Problem details:
Using the entries that follow, give only the number of lines with the word "node" in them.

Stored items
BEGIN
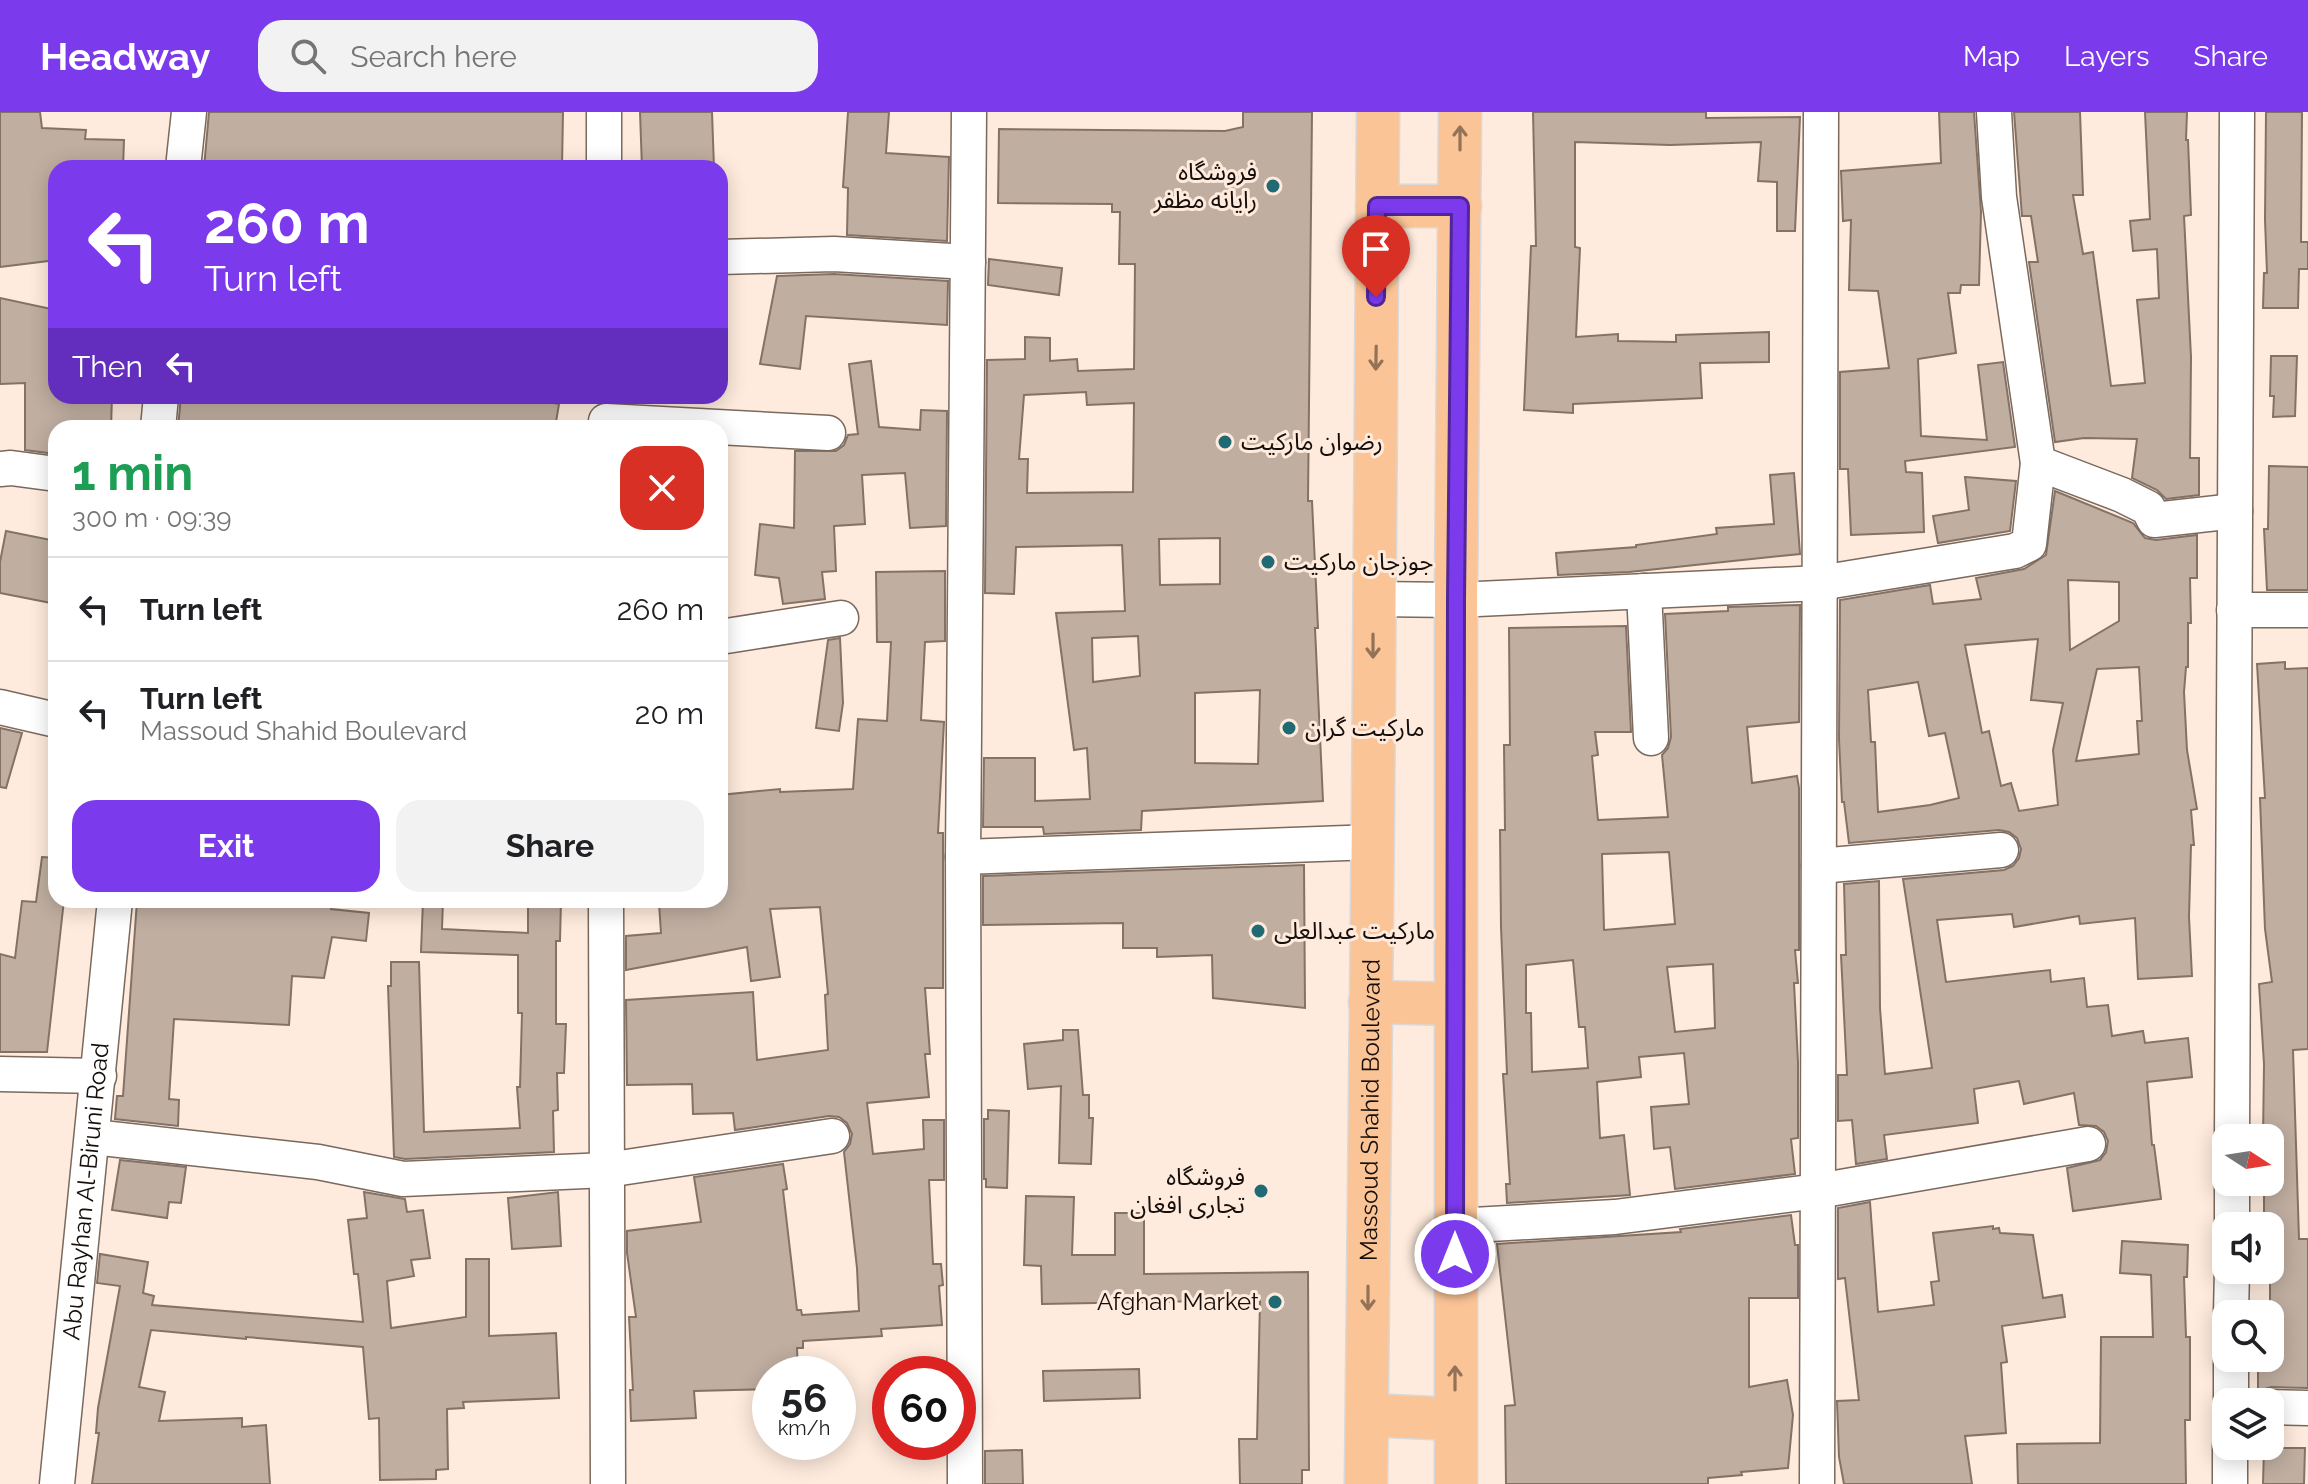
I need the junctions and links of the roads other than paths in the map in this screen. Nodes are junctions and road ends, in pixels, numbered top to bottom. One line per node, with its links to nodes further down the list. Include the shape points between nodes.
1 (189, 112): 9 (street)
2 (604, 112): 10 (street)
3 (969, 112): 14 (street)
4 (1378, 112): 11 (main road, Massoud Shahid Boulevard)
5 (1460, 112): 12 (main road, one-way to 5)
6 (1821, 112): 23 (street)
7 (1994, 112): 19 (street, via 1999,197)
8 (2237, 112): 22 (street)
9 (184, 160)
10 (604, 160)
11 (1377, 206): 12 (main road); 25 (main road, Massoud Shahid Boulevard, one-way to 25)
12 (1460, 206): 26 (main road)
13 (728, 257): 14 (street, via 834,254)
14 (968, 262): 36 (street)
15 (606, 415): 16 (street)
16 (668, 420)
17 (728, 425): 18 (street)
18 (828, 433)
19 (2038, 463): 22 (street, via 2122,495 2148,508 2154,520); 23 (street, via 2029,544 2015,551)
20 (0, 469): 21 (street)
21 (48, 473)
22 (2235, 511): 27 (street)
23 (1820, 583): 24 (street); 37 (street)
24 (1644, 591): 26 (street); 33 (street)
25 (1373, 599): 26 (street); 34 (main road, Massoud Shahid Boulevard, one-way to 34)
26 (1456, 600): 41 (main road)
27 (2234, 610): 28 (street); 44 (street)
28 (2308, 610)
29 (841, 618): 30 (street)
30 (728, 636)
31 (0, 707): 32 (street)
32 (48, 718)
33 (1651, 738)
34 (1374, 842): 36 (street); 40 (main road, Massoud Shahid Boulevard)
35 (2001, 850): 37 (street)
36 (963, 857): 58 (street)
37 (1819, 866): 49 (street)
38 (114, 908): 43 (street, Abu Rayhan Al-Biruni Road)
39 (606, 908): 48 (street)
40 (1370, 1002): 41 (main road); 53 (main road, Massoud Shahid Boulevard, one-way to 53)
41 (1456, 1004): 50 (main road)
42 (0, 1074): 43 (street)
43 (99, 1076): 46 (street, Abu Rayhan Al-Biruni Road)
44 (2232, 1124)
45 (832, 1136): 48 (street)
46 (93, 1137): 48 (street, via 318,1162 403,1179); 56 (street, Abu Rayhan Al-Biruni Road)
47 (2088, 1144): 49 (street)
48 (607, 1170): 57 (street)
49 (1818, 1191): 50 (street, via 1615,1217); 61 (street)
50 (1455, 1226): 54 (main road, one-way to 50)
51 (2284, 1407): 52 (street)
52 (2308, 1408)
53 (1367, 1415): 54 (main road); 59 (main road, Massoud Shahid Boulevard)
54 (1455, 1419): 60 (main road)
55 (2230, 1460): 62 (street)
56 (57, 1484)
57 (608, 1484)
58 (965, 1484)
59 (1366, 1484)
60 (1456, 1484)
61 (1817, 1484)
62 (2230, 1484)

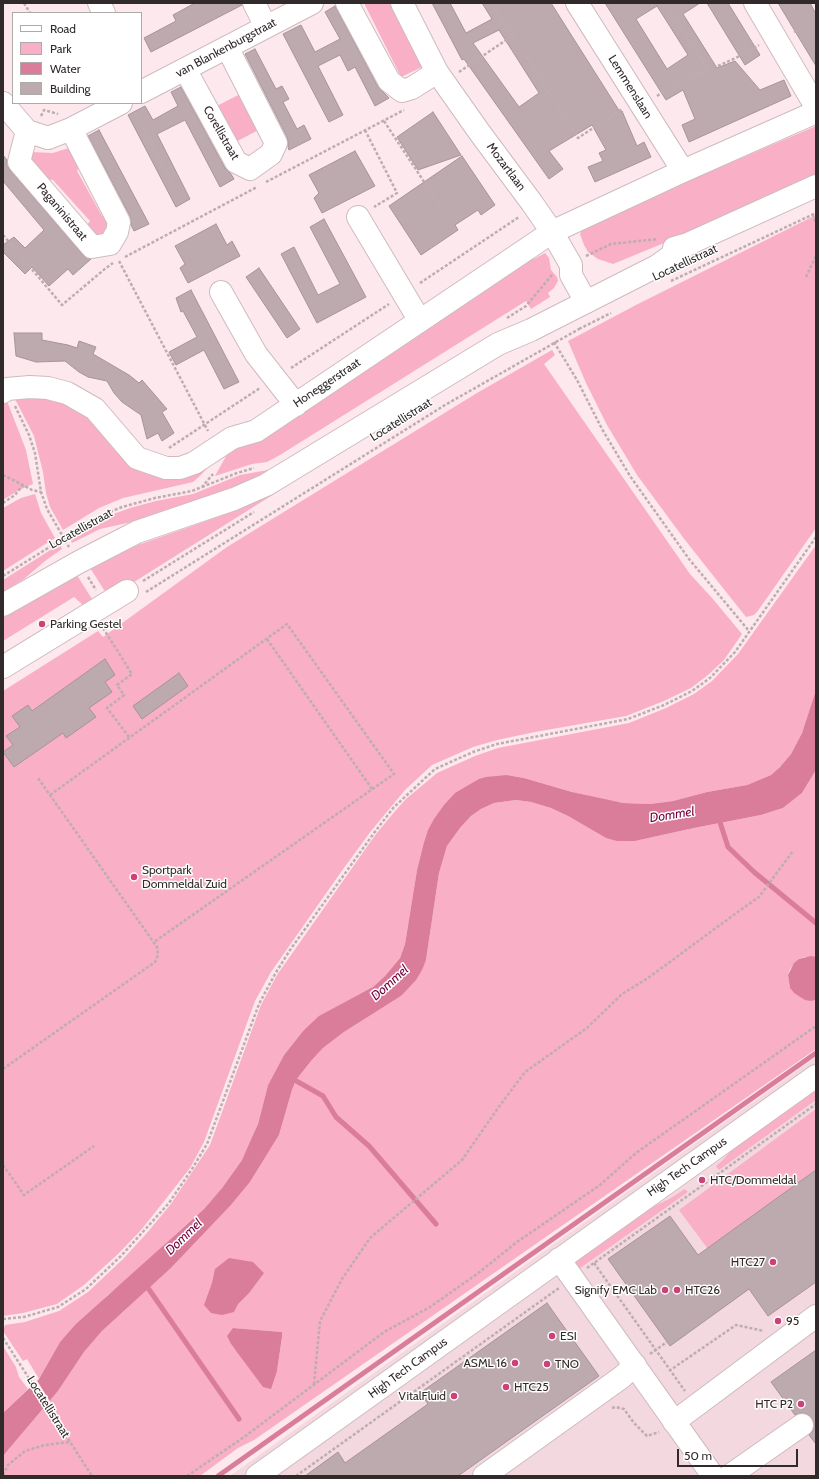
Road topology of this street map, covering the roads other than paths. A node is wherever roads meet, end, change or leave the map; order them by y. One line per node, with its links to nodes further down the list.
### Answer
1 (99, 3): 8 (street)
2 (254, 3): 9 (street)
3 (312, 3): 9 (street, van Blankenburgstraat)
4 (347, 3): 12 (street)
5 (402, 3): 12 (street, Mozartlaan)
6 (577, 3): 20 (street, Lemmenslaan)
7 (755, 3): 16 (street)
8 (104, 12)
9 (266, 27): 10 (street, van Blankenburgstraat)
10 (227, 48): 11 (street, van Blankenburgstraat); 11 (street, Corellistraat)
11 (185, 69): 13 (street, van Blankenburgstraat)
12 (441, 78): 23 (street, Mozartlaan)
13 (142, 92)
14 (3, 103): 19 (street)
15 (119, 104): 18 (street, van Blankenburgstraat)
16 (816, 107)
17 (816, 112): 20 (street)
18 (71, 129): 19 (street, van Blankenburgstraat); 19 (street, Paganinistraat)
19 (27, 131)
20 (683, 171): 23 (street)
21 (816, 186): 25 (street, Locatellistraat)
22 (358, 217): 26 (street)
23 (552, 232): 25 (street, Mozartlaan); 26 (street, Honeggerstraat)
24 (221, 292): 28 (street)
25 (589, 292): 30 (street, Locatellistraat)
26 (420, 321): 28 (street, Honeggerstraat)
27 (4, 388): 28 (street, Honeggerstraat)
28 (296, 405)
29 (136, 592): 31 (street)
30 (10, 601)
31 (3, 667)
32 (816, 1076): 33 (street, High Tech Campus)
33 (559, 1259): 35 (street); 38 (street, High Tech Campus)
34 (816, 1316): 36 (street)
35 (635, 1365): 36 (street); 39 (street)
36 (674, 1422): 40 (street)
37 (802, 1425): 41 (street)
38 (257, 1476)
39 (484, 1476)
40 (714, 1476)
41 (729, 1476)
END
Answer to this task:
2